Work order ▸ Whenever a line in the following entries includes "Everett", tally it. Report nothing except the final count.

◆ ◆ ◆ ◆ ◆

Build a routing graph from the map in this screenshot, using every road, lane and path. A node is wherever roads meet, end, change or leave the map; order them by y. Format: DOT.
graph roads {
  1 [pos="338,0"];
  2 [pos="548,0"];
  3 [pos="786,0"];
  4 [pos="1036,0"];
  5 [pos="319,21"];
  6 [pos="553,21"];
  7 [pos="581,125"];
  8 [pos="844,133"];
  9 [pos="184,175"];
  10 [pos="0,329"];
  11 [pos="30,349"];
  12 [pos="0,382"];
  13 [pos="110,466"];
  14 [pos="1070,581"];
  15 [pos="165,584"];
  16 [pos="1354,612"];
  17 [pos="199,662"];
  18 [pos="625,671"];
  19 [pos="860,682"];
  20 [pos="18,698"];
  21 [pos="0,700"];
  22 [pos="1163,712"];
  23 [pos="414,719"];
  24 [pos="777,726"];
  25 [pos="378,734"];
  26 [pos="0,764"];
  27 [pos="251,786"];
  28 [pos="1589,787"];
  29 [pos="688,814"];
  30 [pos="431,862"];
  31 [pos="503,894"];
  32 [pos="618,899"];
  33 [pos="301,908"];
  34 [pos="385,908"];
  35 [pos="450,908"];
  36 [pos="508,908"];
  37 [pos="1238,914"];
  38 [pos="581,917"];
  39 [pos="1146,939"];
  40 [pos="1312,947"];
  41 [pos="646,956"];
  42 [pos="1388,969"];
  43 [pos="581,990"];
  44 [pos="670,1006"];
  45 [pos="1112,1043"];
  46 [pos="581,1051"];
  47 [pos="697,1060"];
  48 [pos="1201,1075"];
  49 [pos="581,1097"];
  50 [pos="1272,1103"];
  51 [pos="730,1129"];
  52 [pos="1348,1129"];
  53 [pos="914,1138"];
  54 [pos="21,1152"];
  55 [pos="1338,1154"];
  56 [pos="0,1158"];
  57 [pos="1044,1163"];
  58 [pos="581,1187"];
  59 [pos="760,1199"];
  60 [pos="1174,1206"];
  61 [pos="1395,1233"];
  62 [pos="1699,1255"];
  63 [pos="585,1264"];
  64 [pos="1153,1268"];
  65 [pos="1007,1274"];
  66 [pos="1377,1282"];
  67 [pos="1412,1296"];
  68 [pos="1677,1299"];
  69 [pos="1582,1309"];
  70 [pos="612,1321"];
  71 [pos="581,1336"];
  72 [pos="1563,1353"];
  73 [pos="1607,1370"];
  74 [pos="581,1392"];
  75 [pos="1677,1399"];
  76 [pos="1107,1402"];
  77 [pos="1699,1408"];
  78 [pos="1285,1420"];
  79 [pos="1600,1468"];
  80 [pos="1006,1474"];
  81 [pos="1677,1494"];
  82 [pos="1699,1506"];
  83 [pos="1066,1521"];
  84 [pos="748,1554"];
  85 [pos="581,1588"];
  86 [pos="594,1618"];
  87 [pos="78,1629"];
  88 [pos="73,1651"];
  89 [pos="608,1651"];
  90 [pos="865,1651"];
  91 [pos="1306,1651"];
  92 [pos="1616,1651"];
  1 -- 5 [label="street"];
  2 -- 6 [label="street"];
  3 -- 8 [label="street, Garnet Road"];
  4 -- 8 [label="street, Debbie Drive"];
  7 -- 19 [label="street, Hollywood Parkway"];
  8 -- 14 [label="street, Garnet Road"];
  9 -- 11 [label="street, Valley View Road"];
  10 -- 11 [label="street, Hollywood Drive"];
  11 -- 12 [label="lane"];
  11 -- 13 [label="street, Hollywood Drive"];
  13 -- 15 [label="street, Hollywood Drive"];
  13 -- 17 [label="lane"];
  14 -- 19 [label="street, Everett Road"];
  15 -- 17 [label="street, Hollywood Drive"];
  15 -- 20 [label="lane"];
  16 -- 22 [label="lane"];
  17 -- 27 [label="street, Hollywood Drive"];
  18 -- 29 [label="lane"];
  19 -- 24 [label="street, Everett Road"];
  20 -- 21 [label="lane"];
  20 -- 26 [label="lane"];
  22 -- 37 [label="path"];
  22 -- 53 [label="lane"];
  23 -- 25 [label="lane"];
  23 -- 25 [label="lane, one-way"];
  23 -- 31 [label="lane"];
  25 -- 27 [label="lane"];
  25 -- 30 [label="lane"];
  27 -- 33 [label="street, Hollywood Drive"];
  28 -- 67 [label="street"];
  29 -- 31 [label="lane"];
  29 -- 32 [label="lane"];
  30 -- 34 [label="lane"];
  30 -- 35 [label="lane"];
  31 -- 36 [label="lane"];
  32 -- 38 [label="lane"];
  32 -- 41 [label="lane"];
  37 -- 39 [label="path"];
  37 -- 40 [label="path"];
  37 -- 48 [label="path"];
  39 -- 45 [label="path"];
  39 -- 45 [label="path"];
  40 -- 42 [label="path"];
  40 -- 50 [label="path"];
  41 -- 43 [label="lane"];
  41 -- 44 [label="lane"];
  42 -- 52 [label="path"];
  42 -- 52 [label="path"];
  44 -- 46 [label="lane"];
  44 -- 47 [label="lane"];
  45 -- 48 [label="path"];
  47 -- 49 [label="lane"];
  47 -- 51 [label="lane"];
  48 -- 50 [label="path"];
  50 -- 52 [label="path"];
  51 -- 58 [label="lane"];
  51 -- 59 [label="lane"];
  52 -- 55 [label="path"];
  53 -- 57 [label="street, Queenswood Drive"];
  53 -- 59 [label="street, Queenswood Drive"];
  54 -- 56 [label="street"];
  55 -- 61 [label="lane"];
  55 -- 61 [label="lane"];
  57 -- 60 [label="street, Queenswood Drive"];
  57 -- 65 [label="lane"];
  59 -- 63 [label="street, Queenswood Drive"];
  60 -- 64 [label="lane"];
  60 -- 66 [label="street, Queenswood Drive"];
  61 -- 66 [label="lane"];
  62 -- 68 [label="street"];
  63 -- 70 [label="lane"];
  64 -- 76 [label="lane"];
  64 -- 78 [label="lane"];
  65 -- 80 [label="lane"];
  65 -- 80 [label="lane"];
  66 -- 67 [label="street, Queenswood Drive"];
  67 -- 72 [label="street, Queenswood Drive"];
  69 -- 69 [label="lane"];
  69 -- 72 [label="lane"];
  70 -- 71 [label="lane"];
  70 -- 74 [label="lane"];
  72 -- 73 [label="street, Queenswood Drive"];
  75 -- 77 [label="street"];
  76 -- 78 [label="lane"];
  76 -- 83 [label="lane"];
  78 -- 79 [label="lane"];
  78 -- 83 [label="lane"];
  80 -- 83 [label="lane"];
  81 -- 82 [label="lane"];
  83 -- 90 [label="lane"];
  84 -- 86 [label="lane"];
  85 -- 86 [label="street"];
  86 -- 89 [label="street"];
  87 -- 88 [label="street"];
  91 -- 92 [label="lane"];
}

◆ ◆ ◆ ◆ ◆

Solution ▸ 2